If you want to invest in oil, storage seem to be the only option while the oil glut persists

The surge in shale oil production concurrent to a global slowdown in manufacturing caused a glut that the oil industry is struggling to absorb. During the years of the fracking boom in the US, oil fields sprang-up faster than oil pipelines and many oil companies started relying on railcars to transport large quantities of oil. Soon oil companies discovered that actually using railcars enabled them to be more flexible and send oil to the highest bidder. Today that the US is awash with oil, companies discovered another positive aspect of railcars, they can also be used as storage for oil. The demand for oil is very low these days and oil producers are literally running out of places to store oil. Oil inventories rose above 500 million barrels in late January, a level not seen since the 1930s. As a consequence, today there are at least 20,000 tank cars filled with oil parked in storage yards or in rural areas. But, as the glut worsens also the length of storage time is increasing. This, has some drawbacks for railroads and users because they face responsibility for leaks and collisions, and longer storage times means also higher risks of incurring in liabilities. As a consequence, rates for storage are also increasing, and it seems that whoever invested in oil storage in the past, today reaps the benefits of the glut.

Oil Storage Prices:

Type of Storage                Montly Cost $

Underground Salt Cavern                           0.25$

Railcars                                                    0.50$

Floating Storage                                        0.75$

Things are not too rosy also from the natural gas front. Winter is usually considered a “withdrawal season” as the Northern Hemisphere uses gas for heating. A mild winter this year curbed gas consumption and with production at record high, gas inventories are increasing. The current gas reserves stand at 2.536 Trillion cubic feet, 50% higher than the norm.

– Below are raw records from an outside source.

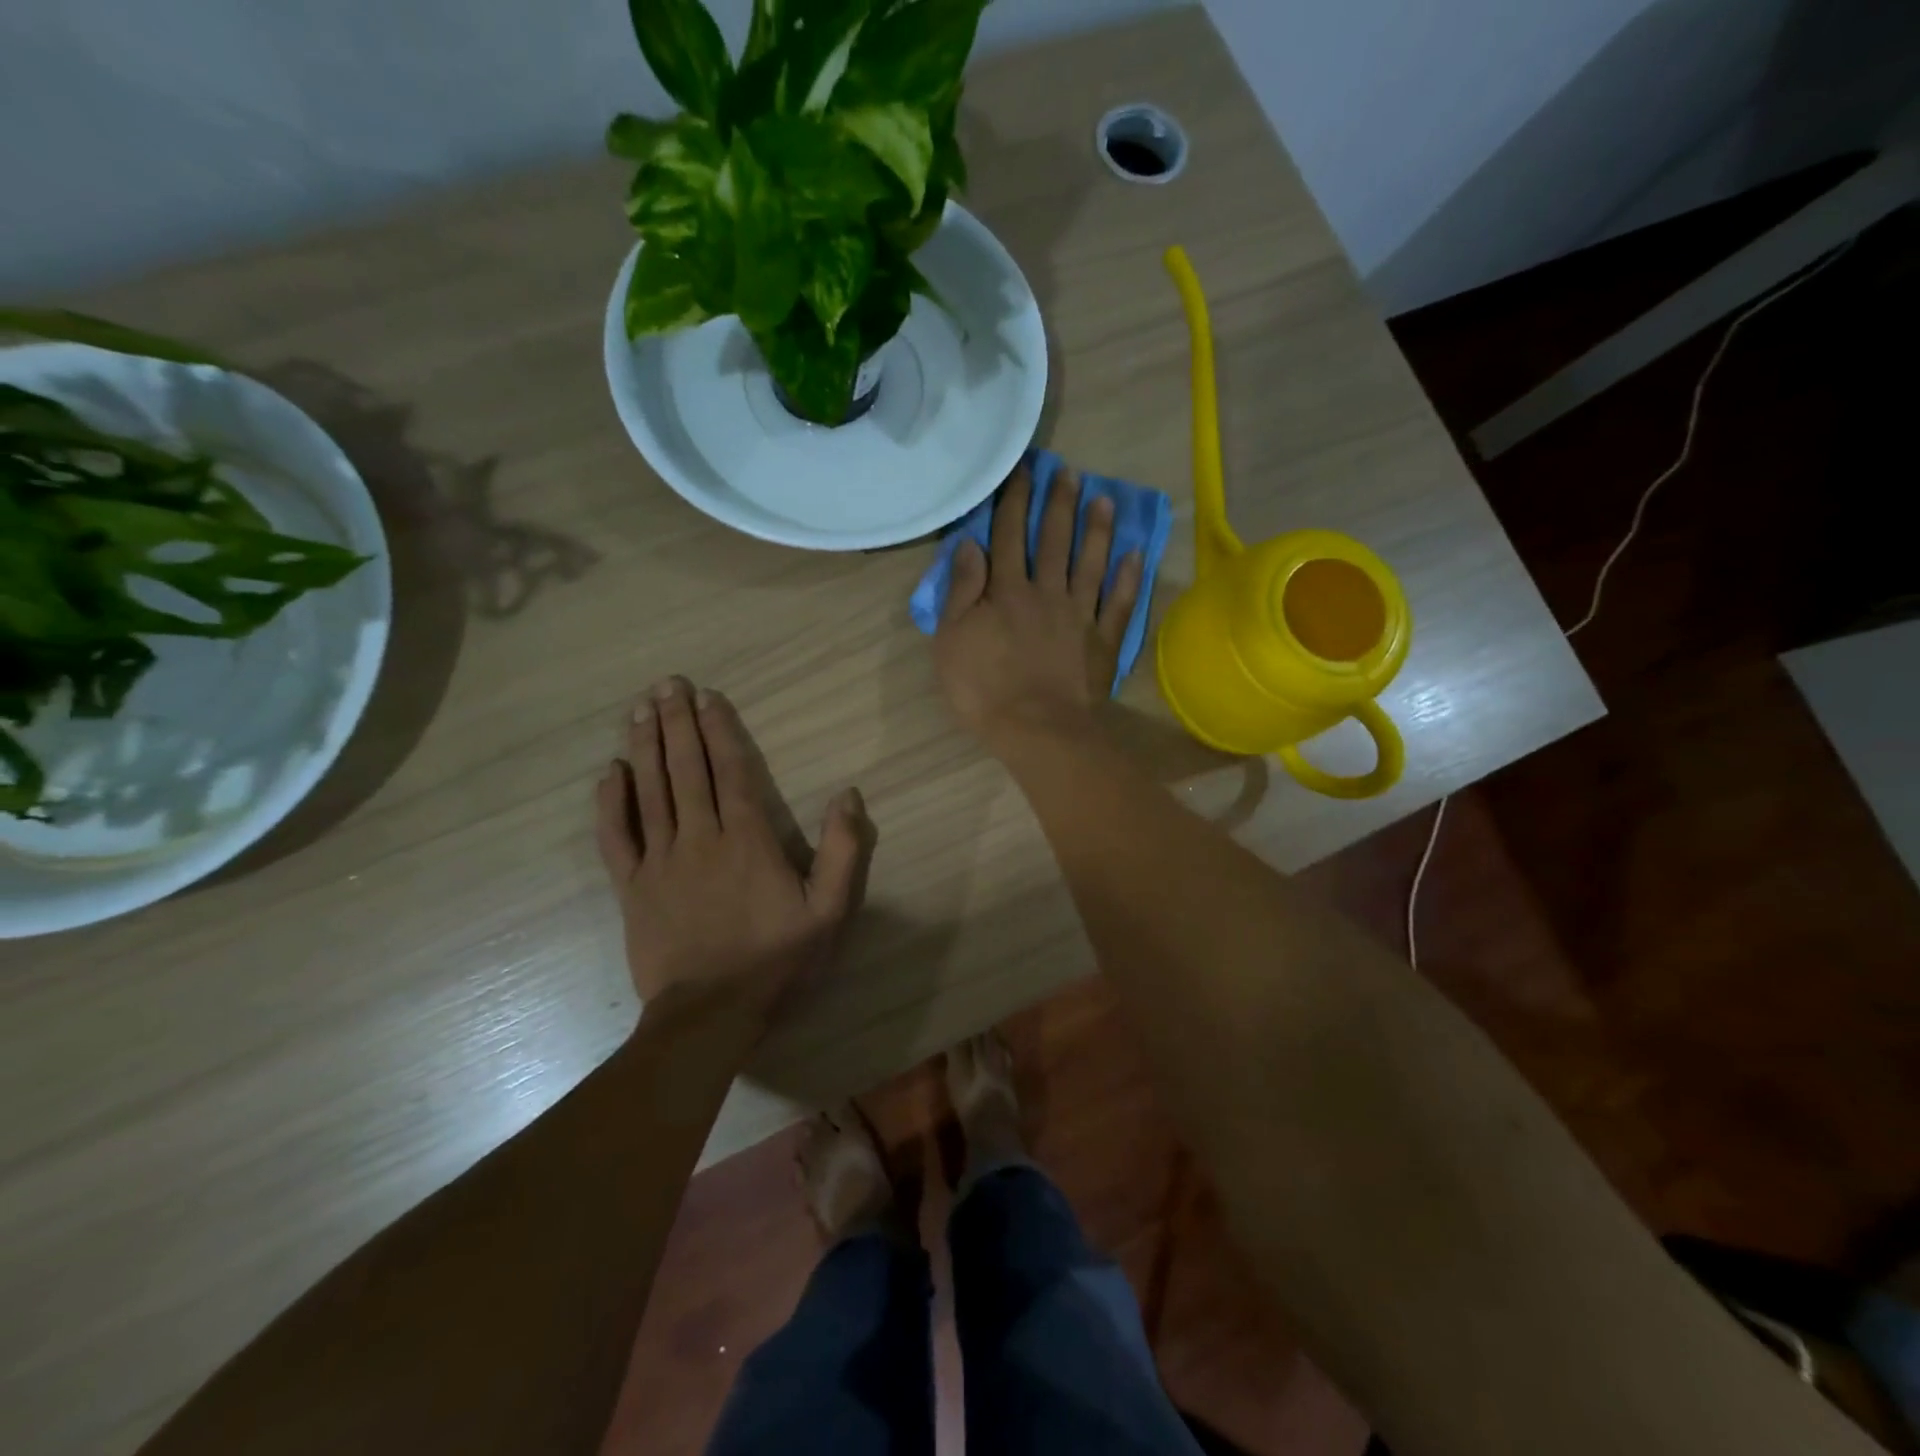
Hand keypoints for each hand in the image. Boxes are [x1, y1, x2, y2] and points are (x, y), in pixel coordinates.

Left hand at [595, 678, 875, 1026]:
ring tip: (639, 709)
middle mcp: (700, 837)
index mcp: (748, 839)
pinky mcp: (633, 888)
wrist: (711, 1014)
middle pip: (686, 770)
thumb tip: (847, 794)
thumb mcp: (830, 910)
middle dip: (677, 724)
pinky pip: (616, 837)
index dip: (719, 730)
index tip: (707, 696)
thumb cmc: (776, 960)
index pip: (732, 771)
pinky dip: (611, 803)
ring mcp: (660, 861)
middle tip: (667, 684)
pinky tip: (610, 773)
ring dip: (645, 747)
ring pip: (650, 792)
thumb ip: (842, 850)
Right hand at [933, 461, 1143, 749]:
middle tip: (1068, 472)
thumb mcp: (952, 640)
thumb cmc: (983, 688)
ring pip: (1090, 563)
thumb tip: (970, 544)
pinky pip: (1119, 603)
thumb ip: (962, 591)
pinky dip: (1129, 578)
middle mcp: (1046, 592)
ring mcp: (1079, 616)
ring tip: (1103, 498)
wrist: (1036, 729)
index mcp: (1006, 591)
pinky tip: (1135, 554)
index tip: (1022, 470)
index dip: (1014, 501)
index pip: (1009, 536)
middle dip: (1059, 504)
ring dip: (1097, 530)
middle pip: (1054, 541)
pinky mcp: (1102, 641)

Considering that there is only 1 month left of the “withdrawal season”, producers will need to lower their prices if they want to get rid of some gas and they are running out of time because summer is considered “injection season”. Many gas producers are sitting on a high number of completed wells waiting for prices to move up to start selling. It seems that for a while the only direction for gas prices is down. Summer is coming.